Despite the flurry of activity since the posting of Waltke’s first interview on March 24, the Old Testament professor was apparently unable to find a “remedy to his predicament,” as BioLogos put it.
“The fact that Dr. Waltke felt he was unable to leave the video in place, despite the fact that he still agrees with its contents, is an extremely important statement about the culture of fear within evangelicalism in today’s world,” the foundation reported prior to learning of the professor’s resignation. “Leading evangelicals who support evolution are rightly fearful of personal attacks on the integrity of their faith and character. Even when they believe that scientific data must be taken seriously, and that science has revealed the ways in which God created the world, they are more willing to be associated with those who are clearly wrong about God’s truth as revealed within His World, and who are thereby also wrong about how they understand His Word.
“How will the Church ever come to discern truth and falsehood if academic discourse is neutered for fears of public perception?” BioLogos posed.

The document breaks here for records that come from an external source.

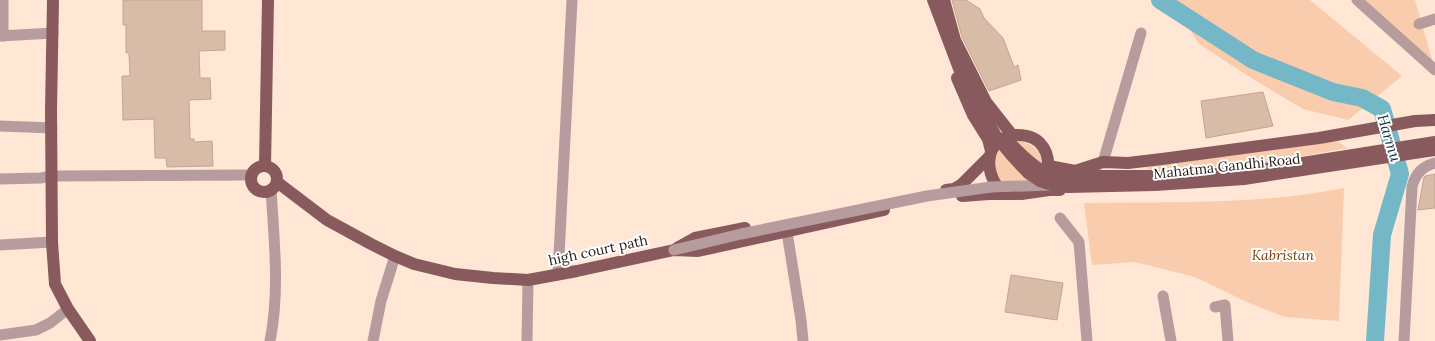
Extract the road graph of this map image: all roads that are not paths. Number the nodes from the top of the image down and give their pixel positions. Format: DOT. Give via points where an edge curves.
graph roads {
  1 [pos="3,0"];
  2 [pos="53,0"];
  3 [pos="268,0"];
  4 [pos="572,0"];
  5 [pos="928,0"];
  6 [pos="933,0"];
  7 [pos="939,0"];
  8 [pos="944,0"];
  9 [pos="1357,0"];
  10 [pos="1435,19"];
  11 [pos="1418,24"];
  12 [pos="52,33"];
  13 [pos="1141,33"];
  14 [pos="1,36"];
  15 [pos="1435,70"];
  16 [pos="1435,120"];
  17 [pos="0,126"];
  18 [pos="52,128"];
  19 [pos="1012,135"];
  20 [pos="1435,142"];
  21 [pos="1435,146"];
  22 [pos="1435,152"];
  23 [pos="990,154"];
  24 [pos="1103,162"];
  25 [pos="1435,163"];
  26 [pos="265,166"];
  27 [pos="1049,166"];
  28 [pos="1072,172"];
  29 [pos="252,175"];
  30 [pos="52,176"];
  31 [pos="0,179"];
  32 [pos="1052,185"];
  33 [pos="274,186"];
  34 [pos="1006,194"];
  35 [pos="1021,194"];
  36 [pos="1060,218"];
  37 [pos="787,232"];
  38 [pos="52,242"];
  39 [pos="0,245"];
  40 [pos="674,250"];
  41 [pos="395,256"];
  42 [pos="558,275"];
  43 [pos="528,280"];
  44 [pos="1163,296"];
  45 [pos="1214,307"];
  46 [pos="68,309"];
  47 [pos="0,335"];
  48 [pos="90,341"];
  49 [pos="270,341"];
  50 [pos="373,341"];
  51 [pos="527,341"];
  52 [pos="803,341"];
  53 [pos="1087,341"];
  54 [pos="1171,341"];
  55 [pos="1228,341"];
  56 [pos="1404,341"];
  1 -- 14 [label="street"];
  2 -- 12 [label="main road"];
  3 -- 26 [label="main road"];
  4 -- 42 [label="street"];
  5 -- 23 [label="main road" via="973,115 988,139"];
  6 -- 32 [label="main road, bridge" via="964,82 998,139 1028,173"];
  7 -- 21 [label="main road, bridge" via="960,59 984,106 1023,156 1050,175 1066,178 1134,180 1228,177"];
  8 -- 19 [label="main road" via="955,40 986,102"];
  9 -- 15 [label="street"];
  10 -- 11 [label="street"];
  12 -- 14 [label="street"];
  12 -- 18 [label="main road"];
  13 -- 24 [label="street"];
  16 -- 24 [label="main road" via="1162,159 1128,163"];
  17 -- 18 [label="street"];
  18 -- 30 [label="main road"];
  19 -- 23 [label="main road" via="1000,140"];
  19 -- 27 [label="main road" via="1026,135 1038,141 1046,153"];
  20 -- 28 [label="main road, Mahatma Gandhi Road" via="1246,172 1184,176 1101,176"];
  22 -- 32 [label="main road, bridge" via="1244,180 1155,185"];
  22 -- 35 [label="main road, Mahatma Gandhi Road" via="1250,181 1180,188 1049,190"];
  23 -- 34 [label="main road" via="989,171 996,184"];
  23 -- 40 [label="main road" via="954,189 695,238"];
  24 -- 28 [label="main road"];
  25 -- 56 [label="street" via="1421,169 1414,178 1412,187"];
  26 -- 29 [label="main road" via="257,168"];
  26 -- 33 [label="main road" via="273,170 277,178"];
  27 -- 28 [label="main road, Mahatma Gandhi Road"];
  27 -- 35 [label="main road" via="1044,180 1035,190"];
  29 -- 30 [label="street"];
  29 -- 33 [label="main road" via="252,184 258,190 263,192"];
  30 -- 31 [label="street"];
  30 -- 38 [label="main road"];
  32 -- 40 [label="street, bridge" via="991,188 927,196"];
  33 -- 41 [label="main road, high court path" via="327,220"];
  33 -- 49 [label="street" via="276,290"];
  34 -- 35 [label="main road"];
  34 -- 37 [label="main road" via="963,196 922,202"];
  36 -- 53 [label="street" via="1079,242"];
  37 -- 40 [label="main road" via="698,251"];
  37 -- 52 [label="street"];
  38 -- 39 [label="street"];
  38 -- 46 [label="main road" via="55,284"];
  40 -- 42 [label="main road, high court path"];
  41 -- 43 [label="main road, high court path" via="414,264 455,274"];
  41 -- 50 [label="street" via="381,301"];
  42 -- 43 [label="main road, high court path"];
  43 -- 51 [label="street"];
  44 -- 54 [label="street"];
  45 -- 55 [label="street" via="1225,306"];
  46 -- 47 [label="street" via="36,330"];
  46 -- 48 [label="main road"];
}
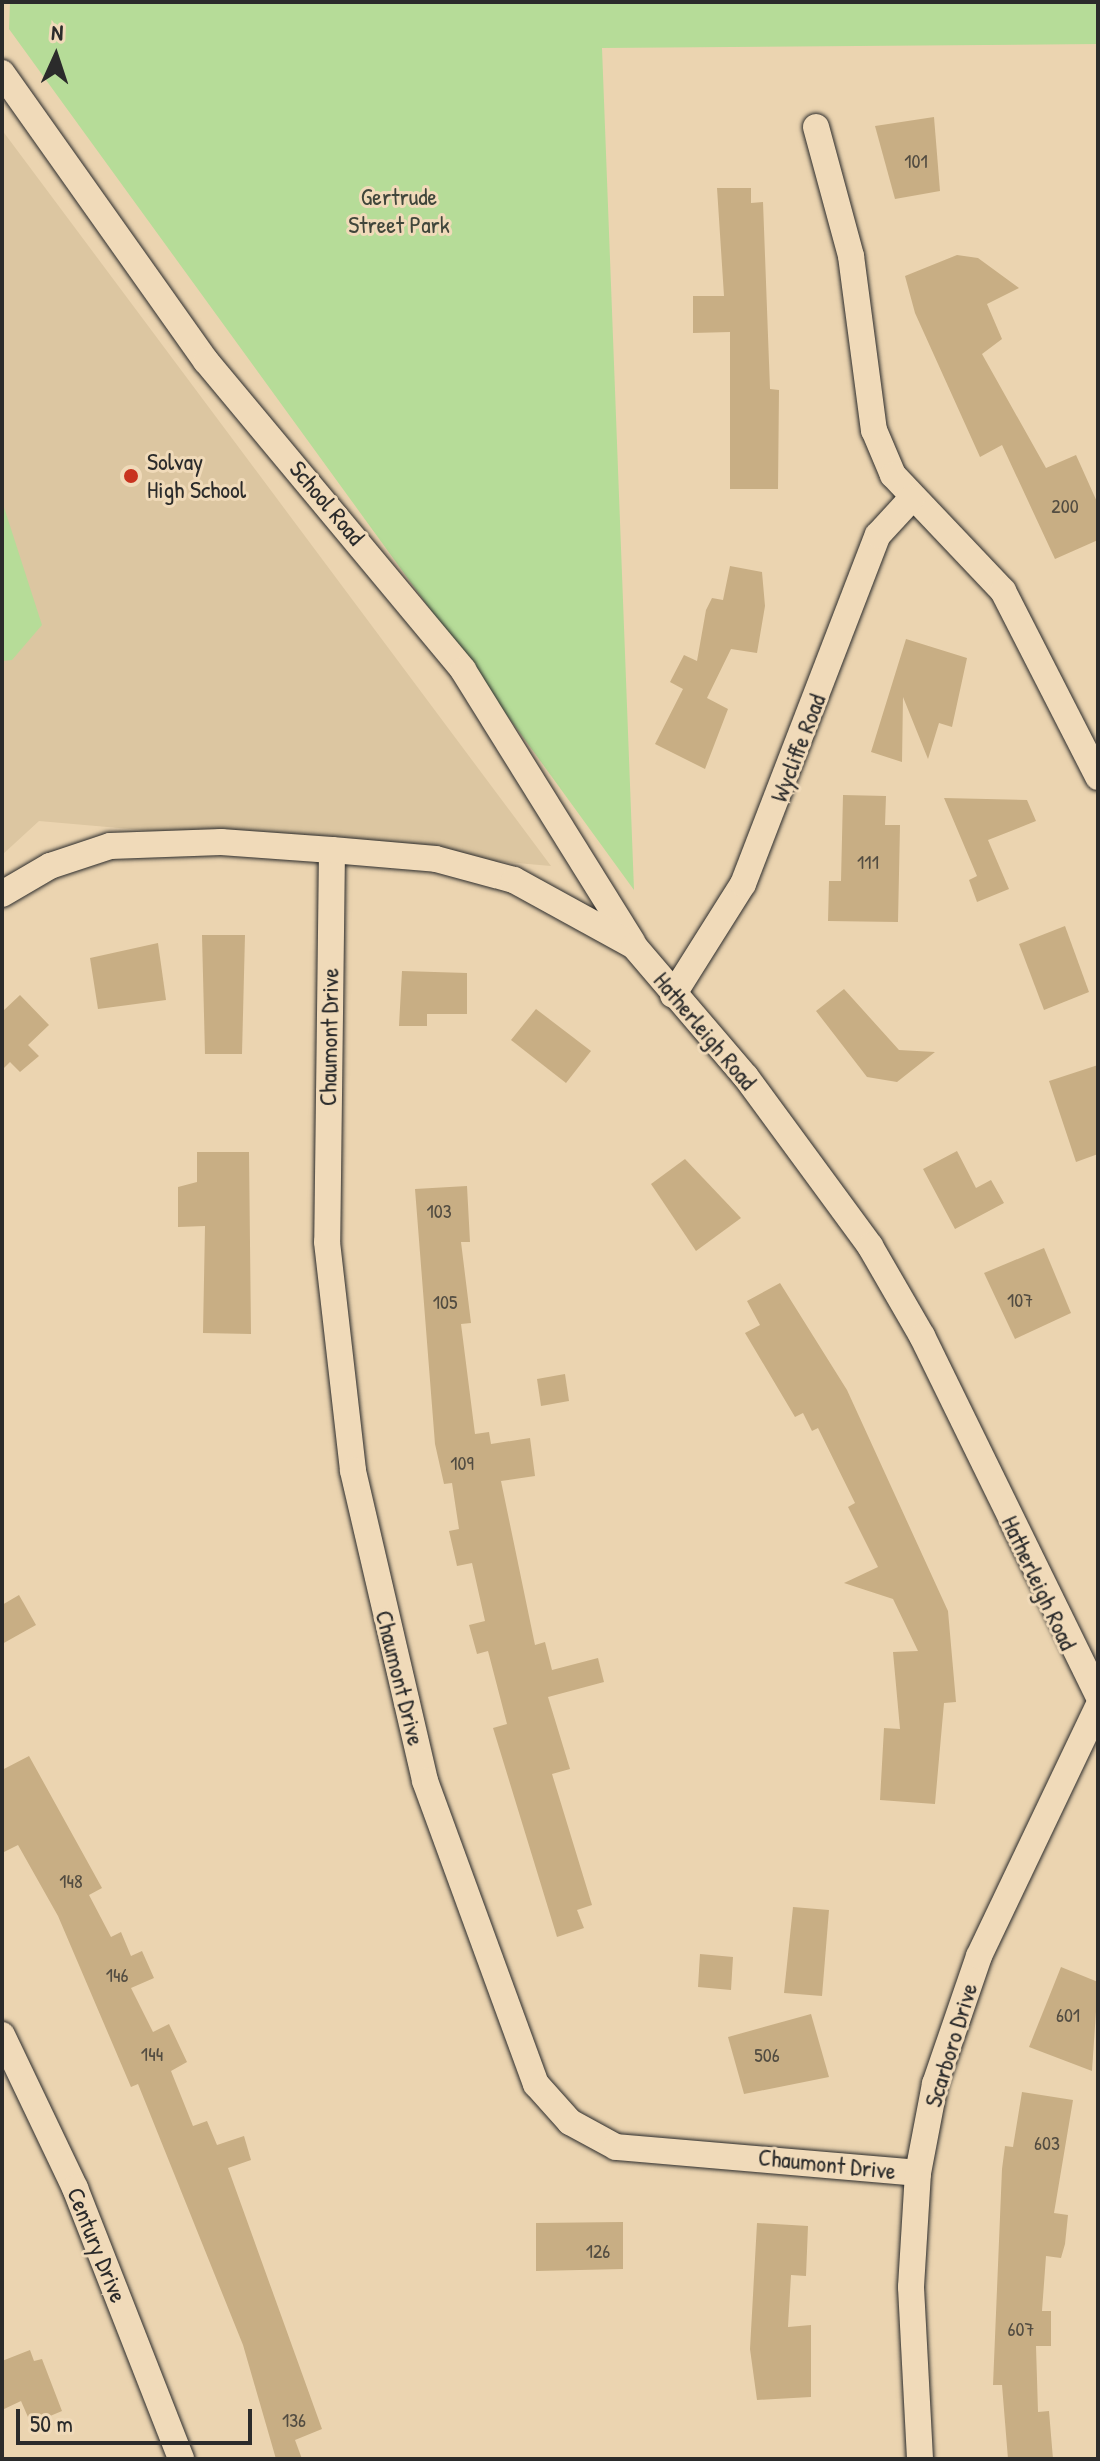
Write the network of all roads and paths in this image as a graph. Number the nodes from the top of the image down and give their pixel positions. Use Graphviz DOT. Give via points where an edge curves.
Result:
graph roads {
  1 [pos="2,73"];
  2 [pos="816,127"];
  3 [pos="912,498"];
  4 [pos="1098,777"];
  5 [pos="332,850"];
  6 [pos="2,894"];
  7 [pos="634,946"];
  8 [pos="673,995"];
  9 [pos="1098,1695"];
  10 [pos="1098,1706"];
  11 [pos="2,2035"];
  12 [pos="918,2173"];
  13 [pos="181,2459"];
  14 [pos="920,2459"];
  1 -- 7 [label="street, School Road" via="206,361 463,670"];
  2 -- 3 [label="street" via="851,256 874,430"];
  3 -- 4 [label="street" via="1003,591"];
  3 -- 8 [label="street, Wycliffe Road" via="878,535 743,884"];
  5 -- 6 [label="street, Hatherleigh Road" via="221,842 110,846 50,866"];
  5 -- 7 [label="street, Hatherleigh Road" via="436,859 514,880"];
  5 -- 12 [label="street, Chaumont Drive" via="327,1242 353,1471 425,1781 536,2084 570,2122 616,2147"];
  7 -- 8 [label="street, Hatherleigh Road"];
  8 -- 9 [label="street, Hatherleigh Road" via="746,1077 870,1246 922,1336"];
  10 -- 12 [label="street, Scarboro Drive" via="979,1956 935,2084"];
  11 -- 13 [label="street, Century Drive" via="75,2188"];
  12 -- 14 [label="street, Scarboro Drive" via="911,2287"];
}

During the time Waltke taught at RTS, the Reformed institution hailed him as a preeminent Old Testament scholar and a “master teacher with a pastoral heart.”
In addition to RTS, Waltke has taught at Dallas Theological Seminary, Regent College, and Westminster Theological Seminary. Waltke has also served on the translation committee of the New International Version (NIV) Bible and the Today's New International Version (TNIV) Bible and served as editor of the Spirit of the Reformation Study Bible.
When it comes to publications, Waltke has written commentaries on Genesis, Proverbs, and Micah. His latest publication, An Old Testament Theology: An Exegetical, Canonical and Thematic Approach, earned the Christian Book Award in 2008.
Waltke presently holds doctorates from Dallas Theological Seminary (Th.D.), Harvard University (Ph.D.), and Houghton College (D. Litt.).